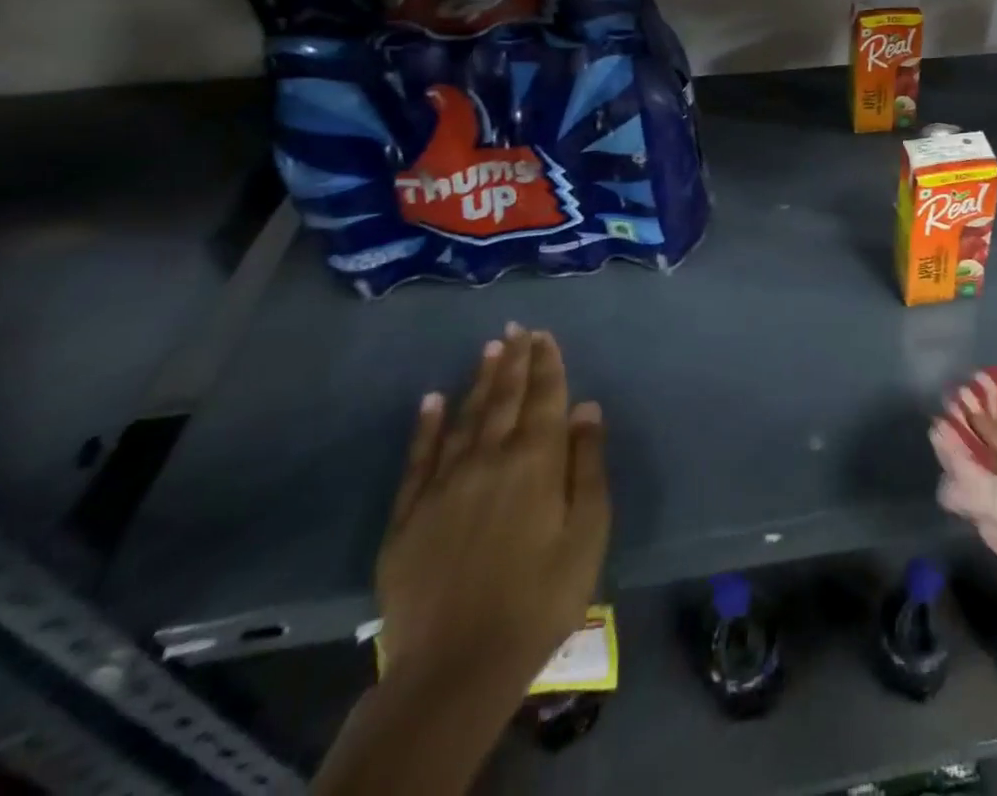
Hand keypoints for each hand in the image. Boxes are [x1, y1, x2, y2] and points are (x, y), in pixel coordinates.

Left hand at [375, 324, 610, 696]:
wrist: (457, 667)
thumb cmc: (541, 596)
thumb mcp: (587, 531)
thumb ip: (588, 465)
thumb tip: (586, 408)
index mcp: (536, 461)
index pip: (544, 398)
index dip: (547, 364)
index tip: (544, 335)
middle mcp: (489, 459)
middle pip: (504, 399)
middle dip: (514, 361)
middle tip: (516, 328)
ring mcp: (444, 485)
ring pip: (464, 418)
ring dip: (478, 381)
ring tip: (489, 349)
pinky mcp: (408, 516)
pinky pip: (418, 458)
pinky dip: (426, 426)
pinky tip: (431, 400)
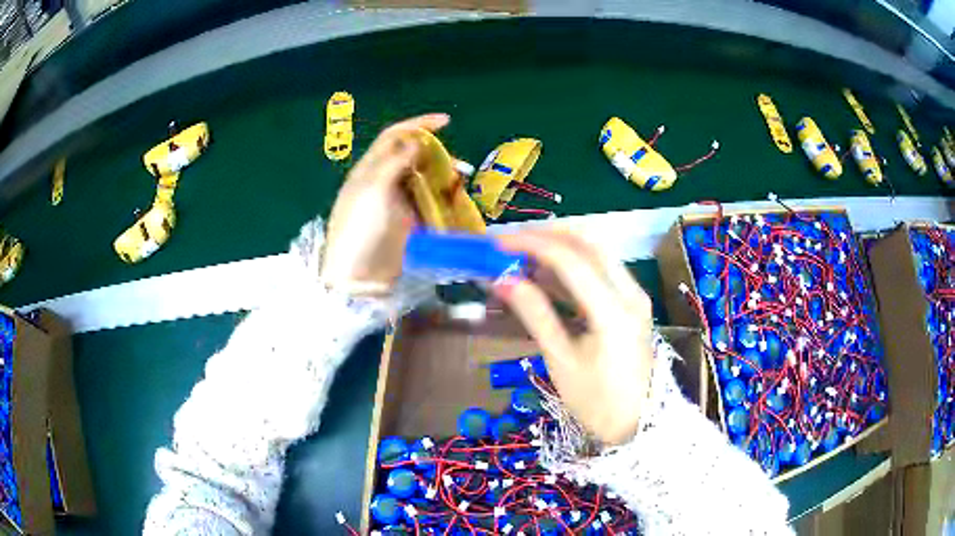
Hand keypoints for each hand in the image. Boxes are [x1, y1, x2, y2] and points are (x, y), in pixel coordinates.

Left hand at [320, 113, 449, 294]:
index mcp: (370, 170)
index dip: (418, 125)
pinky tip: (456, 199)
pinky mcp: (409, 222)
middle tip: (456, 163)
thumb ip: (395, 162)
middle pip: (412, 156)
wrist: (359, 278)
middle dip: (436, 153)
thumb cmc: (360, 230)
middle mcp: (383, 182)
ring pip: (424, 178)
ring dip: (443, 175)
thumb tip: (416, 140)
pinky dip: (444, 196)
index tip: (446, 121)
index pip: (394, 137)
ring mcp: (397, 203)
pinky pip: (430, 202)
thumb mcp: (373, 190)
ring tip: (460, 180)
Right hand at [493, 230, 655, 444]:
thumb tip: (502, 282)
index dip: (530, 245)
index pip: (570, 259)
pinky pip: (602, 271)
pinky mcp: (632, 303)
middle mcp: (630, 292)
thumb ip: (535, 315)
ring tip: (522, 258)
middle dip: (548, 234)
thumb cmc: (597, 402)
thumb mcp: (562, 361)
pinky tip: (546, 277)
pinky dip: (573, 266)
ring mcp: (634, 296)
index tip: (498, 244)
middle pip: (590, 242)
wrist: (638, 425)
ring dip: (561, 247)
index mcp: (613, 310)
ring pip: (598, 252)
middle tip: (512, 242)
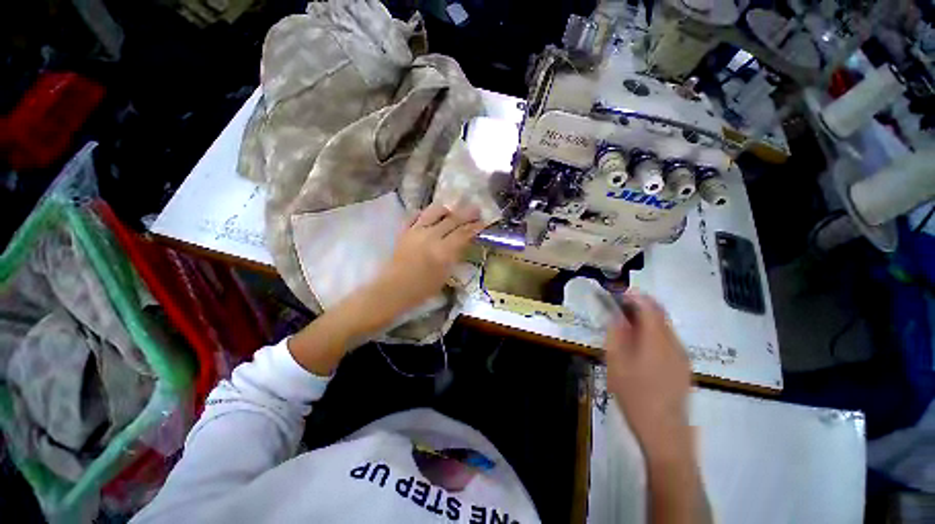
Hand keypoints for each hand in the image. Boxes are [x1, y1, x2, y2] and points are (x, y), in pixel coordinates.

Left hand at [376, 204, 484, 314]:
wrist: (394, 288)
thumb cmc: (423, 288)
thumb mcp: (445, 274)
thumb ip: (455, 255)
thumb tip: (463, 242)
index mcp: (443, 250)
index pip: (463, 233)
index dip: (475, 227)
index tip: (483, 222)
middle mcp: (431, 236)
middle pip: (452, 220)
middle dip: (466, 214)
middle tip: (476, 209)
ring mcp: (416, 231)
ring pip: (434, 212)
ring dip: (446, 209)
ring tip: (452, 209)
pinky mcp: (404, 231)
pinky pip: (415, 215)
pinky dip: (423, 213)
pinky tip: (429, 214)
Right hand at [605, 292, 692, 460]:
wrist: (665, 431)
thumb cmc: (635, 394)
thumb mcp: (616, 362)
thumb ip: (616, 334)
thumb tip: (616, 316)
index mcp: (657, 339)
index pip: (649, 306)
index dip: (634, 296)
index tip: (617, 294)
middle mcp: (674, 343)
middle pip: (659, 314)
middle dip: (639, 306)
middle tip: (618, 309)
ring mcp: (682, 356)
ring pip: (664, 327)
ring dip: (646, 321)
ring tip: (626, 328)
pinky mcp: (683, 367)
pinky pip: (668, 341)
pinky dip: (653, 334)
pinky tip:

> _TO DO_: Show each line from the listing above that includes the word "Left".

> _OUTPUT OF THE TASK_:
Left hand at [375, 324, 610, 696]:
Left hand at [320, 113, 449, 294]:
Left hand at [376, 204, 484, 314]:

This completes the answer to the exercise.